### [What you will do]
The lines you return must be all those in the data that hold the string "weight".

(Saved data entries)
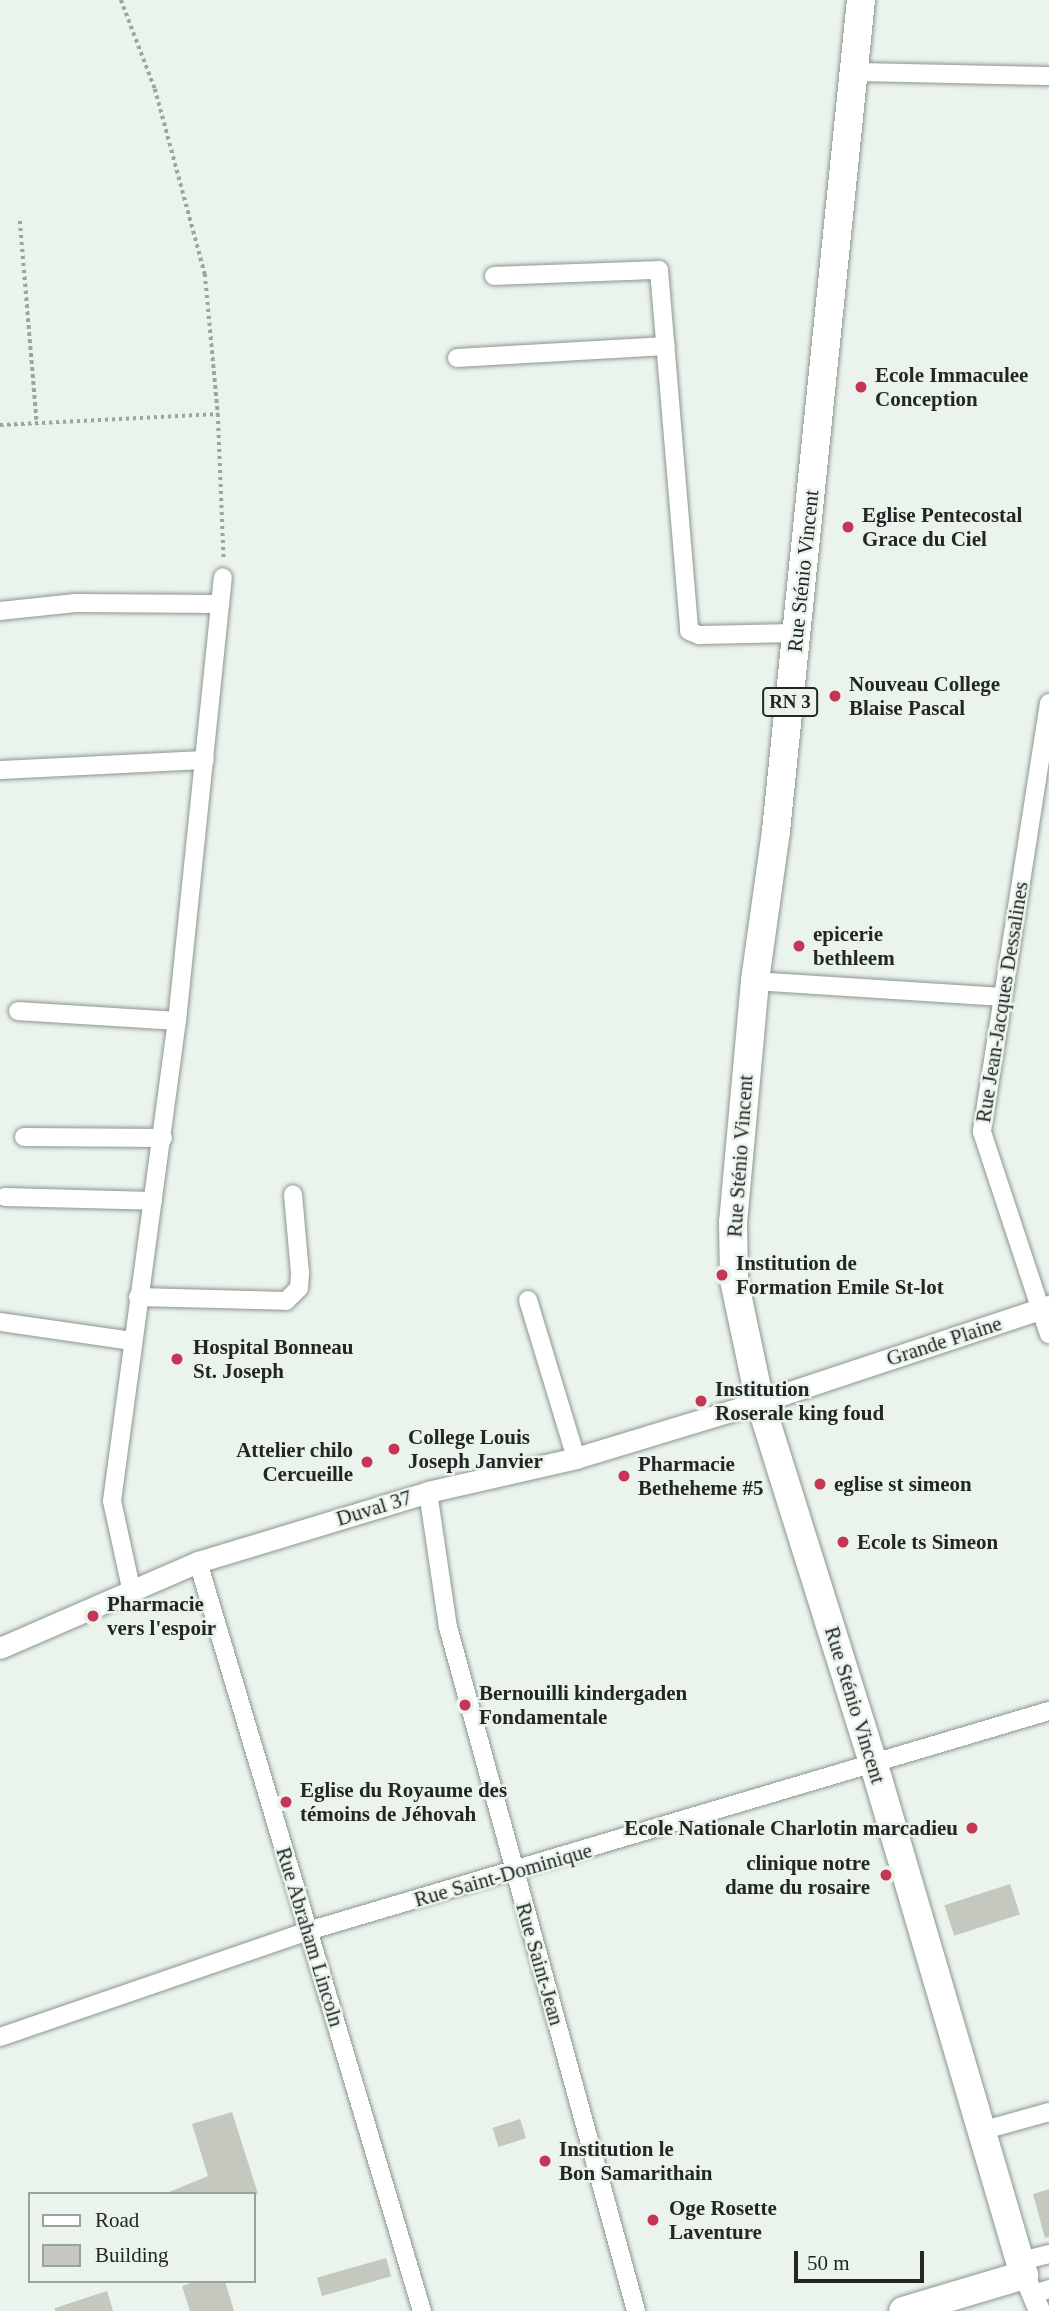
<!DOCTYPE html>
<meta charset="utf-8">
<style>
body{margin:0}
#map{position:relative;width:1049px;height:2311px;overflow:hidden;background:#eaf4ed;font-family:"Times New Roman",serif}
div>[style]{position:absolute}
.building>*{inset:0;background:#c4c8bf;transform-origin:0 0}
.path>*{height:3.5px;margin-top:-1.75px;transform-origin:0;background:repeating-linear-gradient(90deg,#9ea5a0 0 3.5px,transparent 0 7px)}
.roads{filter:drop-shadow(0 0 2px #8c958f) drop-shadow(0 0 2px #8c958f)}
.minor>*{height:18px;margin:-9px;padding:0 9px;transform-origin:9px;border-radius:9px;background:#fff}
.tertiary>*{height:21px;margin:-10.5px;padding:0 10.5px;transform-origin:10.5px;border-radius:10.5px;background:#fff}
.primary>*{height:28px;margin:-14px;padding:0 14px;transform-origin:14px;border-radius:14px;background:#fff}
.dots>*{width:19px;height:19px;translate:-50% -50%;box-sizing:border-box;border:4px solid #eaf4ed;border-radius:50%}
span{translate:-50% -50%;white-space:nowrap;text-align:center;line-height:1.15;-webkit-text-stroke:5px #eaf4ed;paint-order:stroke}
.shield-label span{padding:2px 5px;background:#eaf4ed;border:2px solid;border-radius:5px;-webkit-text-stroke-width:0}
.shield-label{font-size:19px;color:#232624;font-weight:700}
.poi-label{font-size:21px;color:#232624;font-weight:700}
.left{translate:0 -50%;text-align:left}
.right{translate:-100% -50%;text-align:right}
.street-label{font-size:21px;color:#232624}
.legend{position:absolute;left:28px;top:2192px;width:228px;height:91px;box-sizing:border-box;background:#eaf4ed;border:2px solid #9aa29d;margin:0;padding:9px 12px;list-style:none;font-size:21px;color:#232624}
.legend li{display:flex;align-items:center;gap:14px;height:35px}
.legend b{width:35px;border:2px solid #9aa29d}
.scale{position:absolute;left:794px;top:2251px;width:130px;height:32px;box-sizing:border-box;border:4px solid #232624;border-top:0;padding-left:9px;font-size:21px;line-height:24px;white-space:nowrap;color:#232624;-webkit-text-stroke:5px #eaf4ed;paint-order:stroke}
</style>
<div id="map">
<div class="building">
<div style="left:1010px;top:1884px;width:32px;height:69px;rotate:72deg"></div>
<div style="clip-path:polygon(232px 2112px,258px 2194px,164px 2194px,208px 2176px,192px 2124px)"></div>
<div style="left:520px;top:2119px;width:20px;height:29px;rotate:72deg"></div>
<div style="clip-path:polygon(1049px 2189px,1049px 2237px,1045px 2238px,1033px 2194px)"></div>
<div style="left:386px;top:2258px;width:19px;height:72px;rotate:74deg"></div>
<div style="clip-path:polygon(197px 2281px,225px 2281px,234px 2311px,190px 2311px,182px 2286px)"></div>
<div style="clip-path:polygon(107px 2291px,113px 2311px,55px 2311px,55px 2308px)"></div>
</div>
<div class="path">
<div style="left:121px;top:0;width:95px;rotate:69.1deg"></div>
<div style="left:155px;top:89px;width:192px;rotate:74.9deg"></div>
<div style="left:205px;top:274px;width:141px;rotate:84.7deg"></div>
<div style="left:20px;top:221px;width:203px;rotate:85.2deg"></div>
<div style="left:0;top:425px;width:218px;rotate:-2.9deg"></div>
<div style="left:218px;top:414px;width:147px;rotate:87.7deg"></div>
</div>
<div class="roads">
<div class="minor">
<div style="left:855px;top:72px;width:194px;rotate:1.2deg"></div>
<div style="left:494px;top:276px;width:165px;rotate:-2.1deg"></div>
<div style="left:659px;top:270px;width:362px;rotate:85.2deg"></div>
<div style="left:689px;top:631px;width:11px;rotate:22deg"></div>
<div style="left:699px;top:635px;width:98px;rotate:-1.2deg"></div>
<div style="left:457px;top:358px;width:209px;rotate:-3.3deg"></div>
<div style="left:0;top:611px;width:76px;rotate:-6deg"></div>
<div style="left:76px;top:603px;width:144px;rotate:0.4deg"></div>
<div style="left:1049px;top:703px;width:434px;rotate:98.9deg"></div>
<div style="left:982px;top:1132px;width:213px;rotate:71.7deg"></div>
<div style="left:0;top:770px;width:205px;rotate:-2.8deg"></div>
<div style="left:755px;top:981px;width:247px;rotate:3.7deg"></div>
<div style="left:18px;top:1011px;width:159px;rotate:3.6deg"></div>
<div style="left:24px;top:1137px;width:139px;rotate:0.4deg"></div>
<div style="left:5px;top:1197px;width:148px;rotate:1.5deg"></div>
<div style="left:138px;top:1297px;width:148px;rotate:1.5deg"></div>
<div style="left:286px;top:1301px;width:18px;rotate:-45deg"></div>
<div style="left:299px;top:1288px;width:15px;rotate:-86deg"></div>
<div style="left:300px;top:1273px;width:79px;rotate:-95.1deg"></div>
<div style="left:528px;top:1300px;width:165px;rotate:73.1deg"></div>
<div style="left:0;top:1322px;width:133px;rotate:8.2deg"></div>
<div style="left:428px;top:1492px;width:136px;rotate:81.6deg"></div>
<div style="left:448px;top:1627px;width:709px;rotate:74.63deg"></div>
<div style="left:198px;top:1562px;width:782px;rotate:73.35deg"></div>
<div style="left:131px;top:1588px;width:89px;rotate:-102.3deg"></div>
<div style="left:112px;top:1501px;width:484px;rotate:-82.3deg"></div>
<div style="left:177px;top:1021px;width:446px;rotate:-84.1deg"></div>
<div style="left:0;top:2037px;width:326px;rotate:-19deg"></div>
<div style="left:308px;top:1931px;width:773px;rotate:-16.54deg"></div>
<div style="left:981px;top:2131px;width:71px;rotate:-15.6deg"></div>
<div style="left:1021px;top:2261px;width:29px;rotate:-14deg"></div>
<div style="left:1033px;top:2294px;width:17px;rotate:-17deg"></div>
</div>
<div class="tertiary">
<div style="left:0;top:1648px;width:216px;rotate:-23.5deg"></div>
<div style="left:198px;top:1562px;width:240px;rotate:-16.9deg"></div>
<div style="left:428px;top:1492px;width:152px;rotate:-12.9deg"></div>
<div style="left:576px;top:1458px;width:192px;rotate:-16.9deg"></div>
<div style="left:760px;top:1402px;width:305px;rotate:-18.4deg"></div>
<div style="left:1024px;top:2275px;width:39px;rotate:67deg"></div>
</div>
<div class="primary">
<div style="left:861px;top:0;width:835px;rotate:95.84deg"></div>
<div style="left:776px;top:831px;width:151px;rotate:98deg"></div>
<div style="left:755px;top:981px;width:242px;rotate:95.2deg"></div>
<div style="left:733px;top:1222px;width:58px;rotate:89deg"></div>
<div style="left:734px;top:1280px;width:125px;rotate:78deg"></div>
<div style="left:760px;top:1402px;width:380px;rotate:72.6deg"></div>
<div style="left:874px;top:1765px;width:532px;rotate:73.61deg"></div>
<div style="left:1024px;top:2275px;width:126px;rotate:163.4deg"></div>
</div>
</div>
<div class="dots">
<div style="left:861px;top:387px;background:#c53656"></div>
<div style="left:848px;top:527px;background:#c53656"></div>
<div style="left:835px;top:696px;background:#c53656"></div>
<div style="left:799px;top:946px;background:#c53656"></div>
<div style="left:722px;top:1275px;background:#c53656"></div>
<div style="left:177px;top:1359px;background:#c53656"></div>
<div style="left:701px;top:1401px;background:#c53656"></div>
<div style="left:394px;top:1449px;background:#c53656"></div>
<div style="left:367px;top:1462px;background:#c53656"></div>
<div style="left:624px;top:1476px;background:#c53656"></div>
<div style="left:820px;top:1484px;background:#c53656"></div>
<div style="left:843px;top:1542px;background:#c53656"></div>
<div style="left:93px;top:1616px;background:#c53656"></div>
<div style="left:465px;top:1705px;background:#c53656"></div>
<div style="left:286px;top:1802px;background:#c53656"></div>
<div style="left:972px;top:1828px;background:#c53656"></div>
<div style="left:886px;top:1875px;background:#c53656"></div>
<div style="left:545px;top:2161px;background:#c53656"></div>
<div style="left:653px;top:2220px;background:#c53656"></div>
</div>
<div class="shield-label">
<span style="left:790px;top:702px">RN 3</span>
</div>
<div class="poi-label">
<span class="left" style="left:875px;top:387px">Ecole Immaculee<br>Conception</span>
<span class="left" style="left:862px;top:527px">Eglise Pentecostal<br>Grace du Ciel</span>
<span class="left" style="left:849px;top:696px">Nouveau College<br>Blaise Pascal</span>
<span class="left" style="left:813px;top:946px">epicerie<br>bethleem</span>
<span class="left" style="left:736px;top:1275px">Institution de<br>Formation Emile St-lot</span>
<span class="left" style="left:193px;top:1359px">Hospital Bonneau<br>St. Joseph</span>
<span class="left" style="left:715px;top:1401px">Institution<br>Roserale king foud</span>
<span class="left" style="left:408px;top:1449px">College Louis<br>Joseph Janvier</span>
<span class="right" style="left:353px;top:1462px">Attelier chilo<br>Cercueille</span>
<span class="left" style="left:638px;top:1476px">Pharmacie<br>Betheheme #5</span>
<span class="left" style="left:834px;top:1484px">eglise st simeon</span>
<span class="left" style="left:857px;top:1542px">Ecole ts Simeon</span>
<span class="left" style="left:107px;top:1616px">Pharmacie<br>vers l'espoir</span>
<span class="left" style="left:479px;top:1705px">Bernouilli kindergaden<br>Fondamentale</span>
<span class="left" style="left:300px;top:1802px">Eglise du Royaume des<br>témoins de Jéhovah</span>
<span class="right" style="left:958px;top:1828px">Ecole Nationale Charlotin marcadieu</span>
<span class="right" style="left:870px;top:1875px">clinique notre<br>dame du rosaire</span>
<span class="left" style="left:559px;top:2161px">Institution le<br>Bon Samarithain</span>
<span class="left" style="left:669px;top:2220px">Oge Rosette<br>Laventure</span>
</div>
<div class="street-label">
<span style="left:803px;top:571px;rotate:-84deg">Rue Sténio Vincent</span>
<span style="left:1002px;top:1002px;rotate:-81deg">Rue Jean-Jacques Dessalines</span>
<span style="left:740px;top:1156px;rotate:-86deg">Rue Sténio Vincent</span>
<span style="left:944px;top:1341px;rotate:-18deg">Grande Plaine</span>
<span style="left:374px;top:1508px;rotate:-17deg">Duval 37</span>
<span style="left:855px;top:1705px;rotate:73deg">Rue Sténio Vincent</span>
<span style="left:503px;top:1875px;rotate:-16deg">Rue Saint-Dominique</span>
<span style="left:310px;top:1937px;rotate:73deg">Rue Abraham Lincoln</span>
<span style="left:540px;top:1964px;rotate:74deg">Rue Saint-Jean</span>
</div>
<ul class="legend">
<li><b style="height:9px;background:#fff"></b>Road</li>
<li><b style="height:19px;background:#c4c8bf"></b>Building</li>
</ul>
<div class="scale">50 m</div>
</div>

### [Solution to the exercise]
.shield-label{font-size:19px;color:#232624;font-weight:700}
.poi-label{font-size:21px;color:#232624;font-weight:700}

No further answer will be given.